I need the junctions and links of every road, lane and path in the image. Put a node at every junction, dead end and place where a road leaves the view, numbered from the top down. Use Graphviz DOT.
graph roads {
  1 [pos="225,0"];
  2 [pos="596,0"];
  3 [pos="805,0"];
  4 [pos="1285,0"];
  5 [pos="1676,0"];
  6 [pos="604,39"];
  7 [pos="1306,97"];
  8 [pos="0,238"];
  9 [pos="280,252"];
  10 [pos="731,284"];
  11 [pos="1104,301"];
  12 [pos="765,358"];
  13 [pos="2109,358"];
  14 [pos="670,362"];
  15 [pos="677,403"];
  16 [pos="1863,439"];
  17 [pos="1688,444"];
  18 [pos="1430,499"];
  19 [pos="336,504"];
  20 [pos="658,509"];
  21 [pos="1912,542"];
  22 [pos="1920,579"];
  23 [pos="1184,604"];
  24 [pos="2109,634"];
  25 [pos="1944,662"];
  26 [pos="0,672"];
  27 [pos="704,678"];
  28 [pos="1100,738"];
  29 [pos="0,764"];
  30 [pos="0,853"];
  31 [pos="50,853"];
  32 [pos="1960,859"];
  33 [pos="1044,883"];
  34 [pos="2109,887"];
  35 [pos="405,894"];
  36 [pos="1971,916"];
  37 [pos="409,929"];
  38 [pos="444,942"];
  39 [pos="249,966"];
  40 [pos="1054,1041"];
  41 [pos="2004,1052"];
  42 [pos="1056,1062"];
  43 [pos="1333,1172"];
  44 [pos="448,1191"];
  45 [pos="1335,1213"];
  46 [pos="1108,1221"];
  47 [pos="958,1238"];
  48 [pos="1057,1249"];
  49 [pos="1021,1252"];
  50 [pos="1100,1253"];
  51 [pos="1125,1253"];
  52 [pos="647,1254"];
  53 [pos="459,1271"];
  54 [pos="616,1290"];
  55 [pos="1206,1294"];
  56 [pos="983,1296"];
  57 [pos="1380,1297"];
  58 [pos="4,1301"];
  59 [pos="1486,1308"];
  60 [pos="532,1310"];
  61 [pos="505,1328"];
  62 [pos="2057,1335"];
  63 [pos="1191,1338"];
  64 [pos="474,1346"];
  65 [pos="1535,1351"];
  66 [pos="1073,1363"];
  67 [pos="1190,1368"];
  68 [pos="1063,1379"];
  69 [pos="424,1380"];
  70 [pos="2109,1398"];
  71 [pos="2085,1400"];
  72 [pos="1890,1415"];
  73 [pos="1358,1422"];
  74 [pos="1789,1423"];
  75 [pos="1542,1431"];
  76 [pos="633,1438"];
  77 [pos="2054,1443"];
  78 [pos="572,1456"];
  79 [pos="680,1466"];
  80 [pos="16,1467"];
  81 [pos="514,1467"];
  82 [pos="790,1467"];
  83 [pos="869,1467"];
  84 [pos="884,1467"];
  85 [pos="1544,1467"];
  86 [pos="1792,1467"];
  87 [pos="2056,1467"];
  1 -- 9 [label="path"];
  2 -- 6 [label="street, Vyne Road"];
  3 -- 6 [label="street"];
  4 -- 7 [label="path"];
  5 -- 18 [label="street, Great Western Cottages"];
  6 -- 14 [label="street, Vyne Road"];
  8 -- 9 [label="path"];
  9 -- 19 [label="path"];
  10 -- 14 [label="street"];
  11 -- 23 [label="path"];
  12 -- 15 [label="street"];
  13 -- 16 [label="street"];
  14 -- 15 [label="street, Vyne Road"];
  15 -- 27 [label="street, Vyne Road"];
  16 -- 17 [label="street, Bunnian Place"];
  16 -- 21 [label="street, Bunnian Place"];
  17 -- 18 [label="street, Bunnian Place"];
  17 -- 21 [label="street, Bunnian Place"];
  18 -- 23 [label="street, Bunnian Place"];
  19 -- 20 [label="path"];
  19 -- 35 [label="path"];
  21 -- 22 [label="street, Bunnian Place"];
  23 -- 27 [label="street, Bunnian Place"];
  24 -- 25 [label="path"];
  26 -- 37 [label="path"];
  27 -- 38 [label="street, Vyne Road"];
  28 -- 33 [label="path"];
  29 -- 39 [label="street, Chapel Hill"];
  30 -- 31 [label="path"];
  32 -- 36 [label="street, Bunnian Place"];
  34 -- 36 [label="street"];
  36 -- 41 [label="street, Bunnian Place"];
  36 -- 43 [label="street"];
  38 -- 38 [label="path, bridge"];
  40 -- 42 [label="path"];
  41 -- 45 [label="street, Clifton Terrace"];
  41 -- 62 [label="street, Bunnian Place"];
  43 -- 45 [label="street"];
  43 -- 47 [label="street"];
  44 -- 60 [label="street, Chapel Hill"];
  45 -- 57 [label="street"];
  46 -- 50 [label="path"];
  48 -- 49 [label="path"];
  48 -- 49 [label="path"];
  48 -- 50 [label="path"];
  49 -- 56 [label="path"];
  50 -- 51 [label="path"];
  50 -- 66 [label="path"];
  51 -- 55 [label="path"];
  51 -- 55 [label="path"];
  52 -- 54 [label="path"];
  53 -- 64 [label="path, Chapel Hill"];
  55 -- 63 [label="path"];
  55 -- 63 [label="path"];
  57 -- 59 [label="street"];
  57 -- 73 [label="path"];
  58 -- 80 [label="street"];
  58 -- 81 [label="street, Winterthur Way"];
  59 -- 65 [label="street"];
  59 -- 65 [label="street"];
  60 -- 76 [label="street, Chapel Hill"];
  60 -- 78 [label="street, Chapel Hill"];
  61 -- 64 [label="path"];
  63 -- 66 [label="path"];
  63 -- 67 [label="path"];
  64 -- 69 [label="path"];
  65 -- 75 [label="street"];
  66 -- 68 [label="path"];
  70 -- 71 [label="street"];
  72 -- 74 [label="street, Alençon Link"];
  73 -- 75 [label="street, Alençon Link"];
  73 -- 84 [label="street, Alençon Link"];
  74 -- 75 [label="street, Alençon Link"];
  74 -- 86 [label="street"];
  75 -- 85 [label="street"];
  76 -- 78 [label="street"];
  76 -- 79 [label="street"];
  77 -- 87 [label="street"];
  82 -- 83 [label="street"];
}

---+---

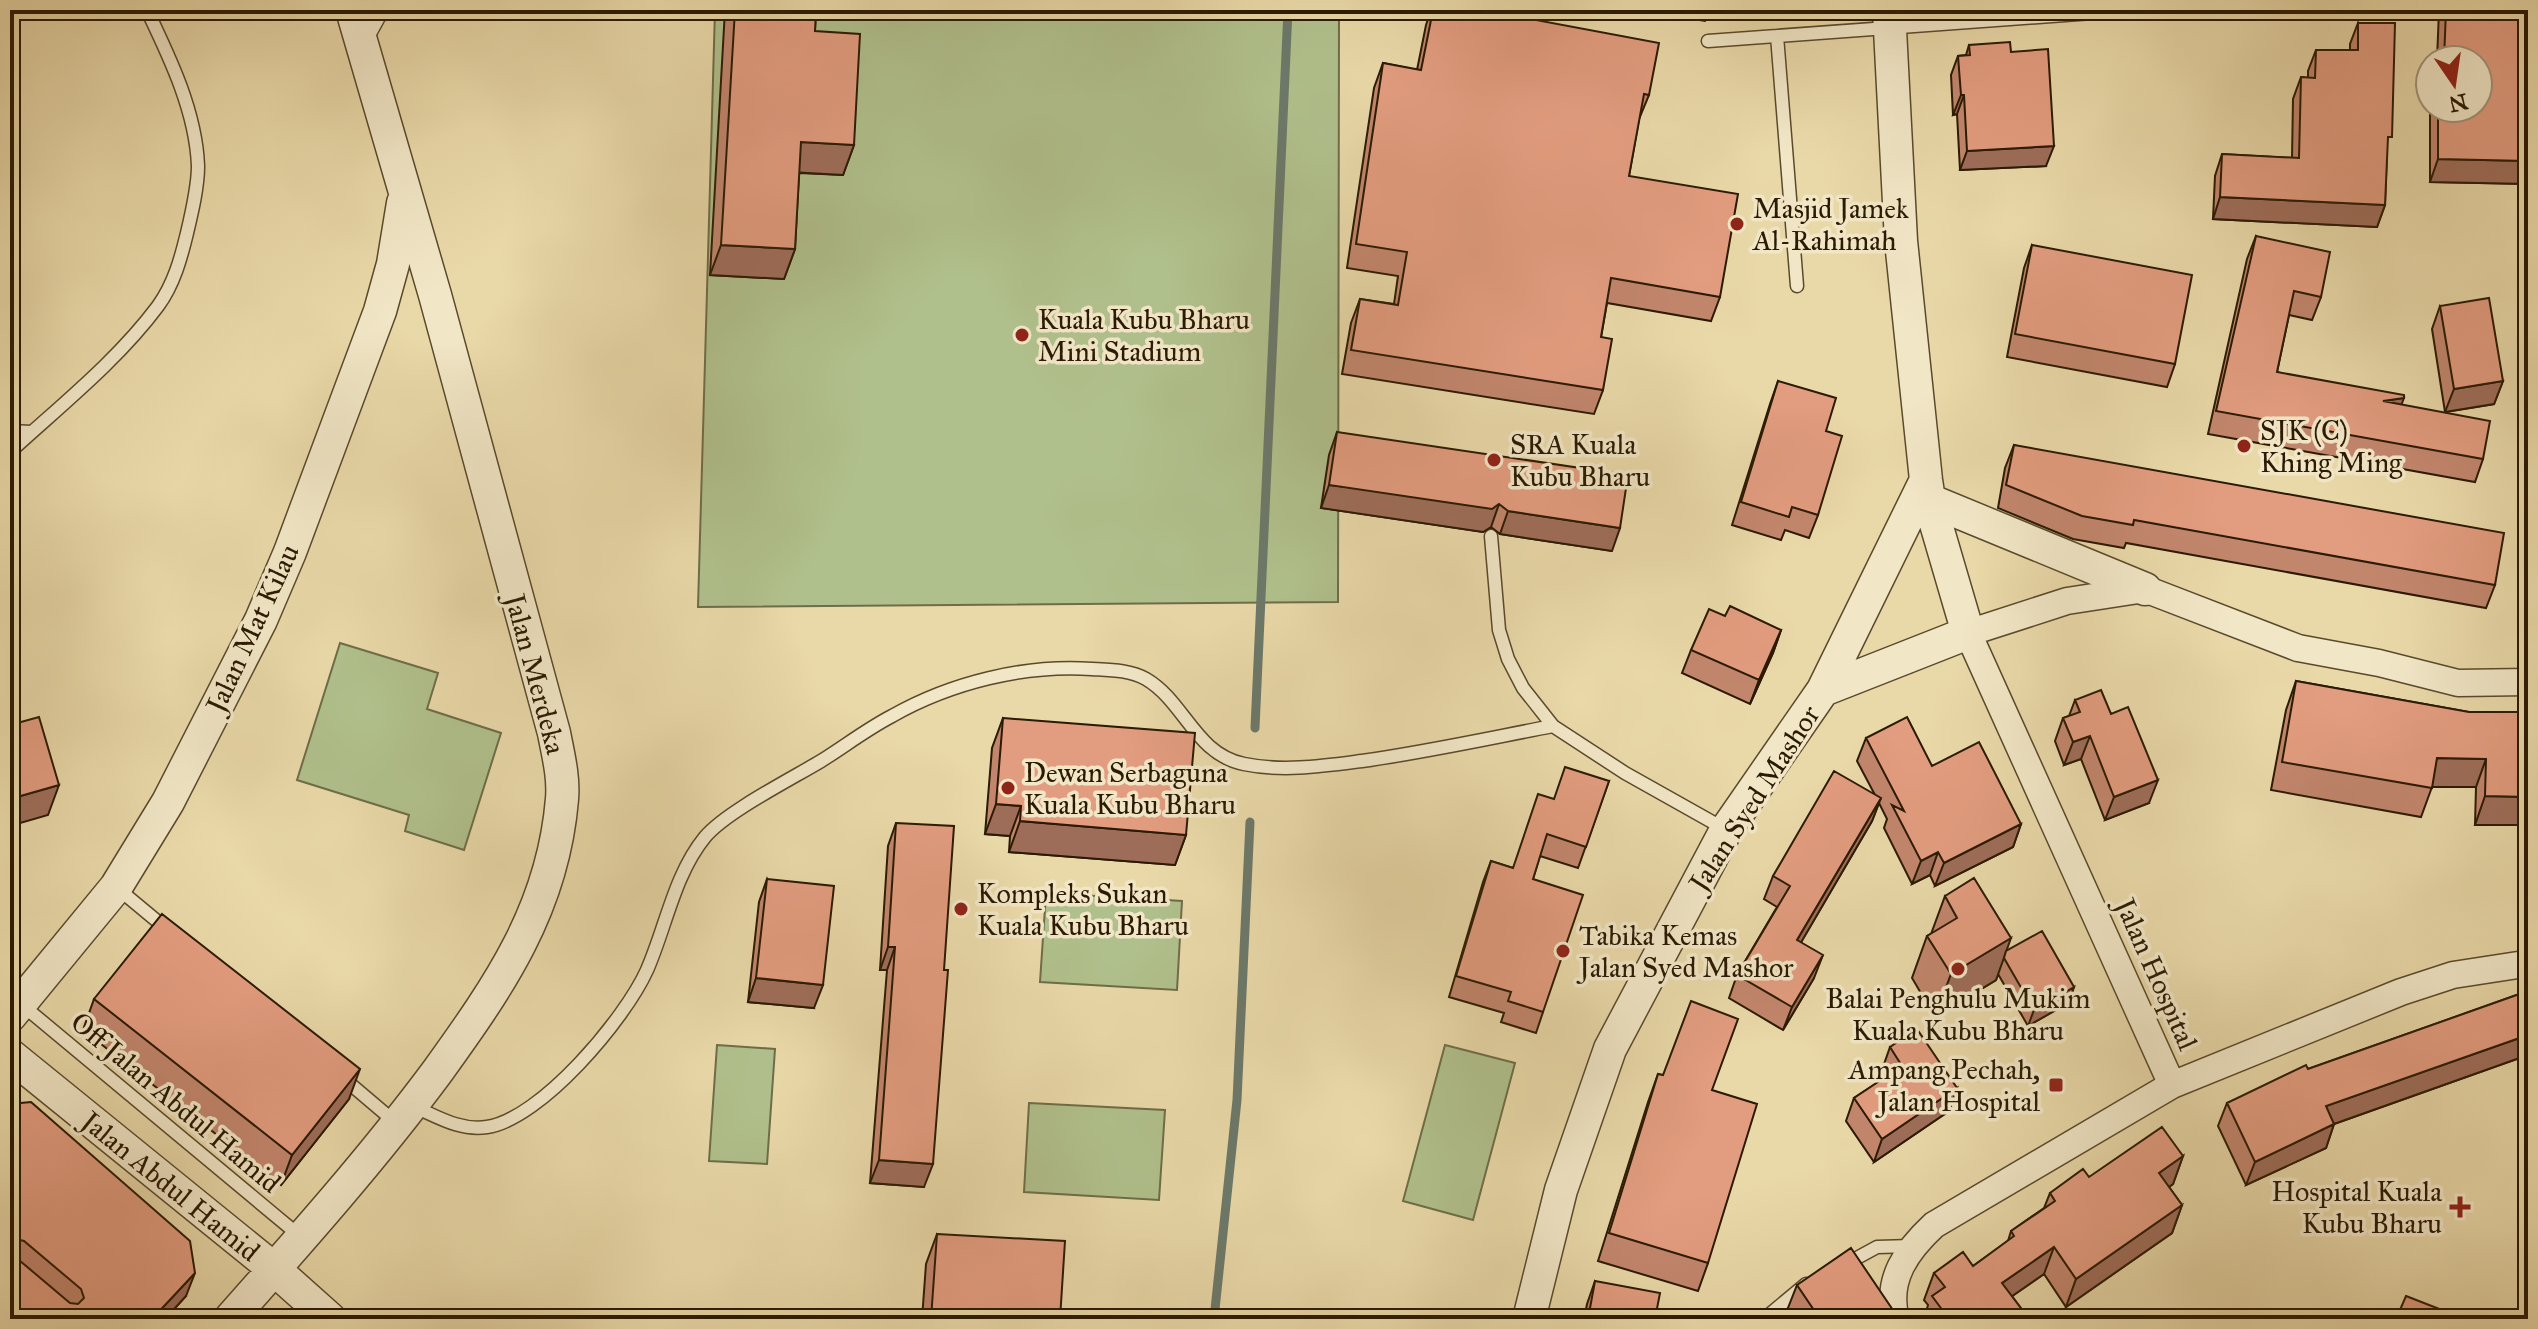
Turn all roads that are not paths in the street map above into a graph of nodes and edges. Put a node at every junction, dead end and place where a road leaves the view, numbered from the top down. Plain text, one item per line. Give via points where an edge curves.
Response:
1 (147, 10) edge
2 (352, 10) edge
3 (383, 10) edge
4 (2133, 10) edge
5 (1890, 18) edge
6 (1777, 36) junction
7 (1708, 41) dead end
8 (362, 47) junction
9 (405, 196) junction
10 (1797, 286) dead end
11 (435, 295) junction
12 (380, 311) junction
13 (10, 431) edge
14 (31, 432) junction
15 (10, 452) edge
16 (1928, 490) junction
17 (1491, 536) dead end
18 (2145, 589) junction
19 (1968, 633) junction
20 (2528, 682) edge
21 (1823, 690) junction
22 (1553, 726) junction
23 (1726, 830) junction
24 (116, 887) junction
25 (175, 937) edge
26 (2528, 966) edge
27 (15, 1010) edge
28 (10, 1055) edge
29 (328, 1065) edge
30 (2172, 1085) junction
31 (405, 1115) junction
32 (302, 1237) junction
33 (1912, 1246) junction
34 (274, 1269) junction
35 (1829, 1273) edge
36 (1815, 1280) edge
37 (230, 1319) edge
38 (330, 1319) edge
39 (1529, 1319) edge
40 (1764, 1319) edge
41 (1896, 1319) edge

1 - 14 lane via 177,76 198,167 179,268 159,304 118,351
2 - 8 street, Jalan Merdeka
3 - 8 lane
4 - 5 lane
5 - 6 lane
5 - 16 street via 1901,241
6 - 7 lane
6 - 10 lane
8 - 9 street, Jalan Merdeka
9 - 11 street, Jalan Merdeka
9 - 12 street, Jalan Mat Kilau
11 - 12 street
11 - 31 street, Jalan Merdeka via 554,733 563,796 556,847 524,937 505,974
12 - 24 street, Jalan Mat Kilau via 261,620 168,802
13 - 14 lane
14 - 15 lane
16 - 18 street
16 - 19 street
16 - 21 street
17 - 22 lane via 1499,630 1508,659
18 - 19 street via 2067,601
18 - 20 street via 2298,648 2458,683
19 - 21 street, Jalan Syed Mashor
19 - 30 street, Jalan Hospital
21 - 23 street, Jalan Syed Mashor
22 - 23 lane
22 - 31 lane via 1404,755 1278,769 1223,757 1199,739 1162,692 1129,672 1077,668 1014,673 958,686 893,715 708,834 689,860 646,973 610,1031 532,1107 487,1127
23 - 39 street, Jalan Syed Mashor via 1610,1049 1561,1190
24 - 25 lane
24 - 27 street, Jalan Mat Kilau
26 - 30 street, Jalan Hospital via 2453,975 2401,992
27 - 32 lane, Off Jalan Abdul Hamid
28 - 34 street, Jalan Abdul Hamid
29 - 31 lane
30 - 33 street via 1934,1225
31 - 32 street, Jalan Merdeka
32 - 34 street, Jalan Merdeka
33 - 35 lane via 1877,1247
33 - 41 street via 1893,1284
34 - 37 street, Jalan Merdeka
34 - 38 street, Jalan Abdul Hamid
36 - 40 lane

---+---

**Exercise aim**
Each line with the word "Abdul" in the records above belongs in the result; copy all of them.

**Task output**
27 - 32 lane, Off Jalan Abdul Hamid
28 - 34 street, Jalan Abdul Hamid
34 - 38 street, Jalan Abdul Hamid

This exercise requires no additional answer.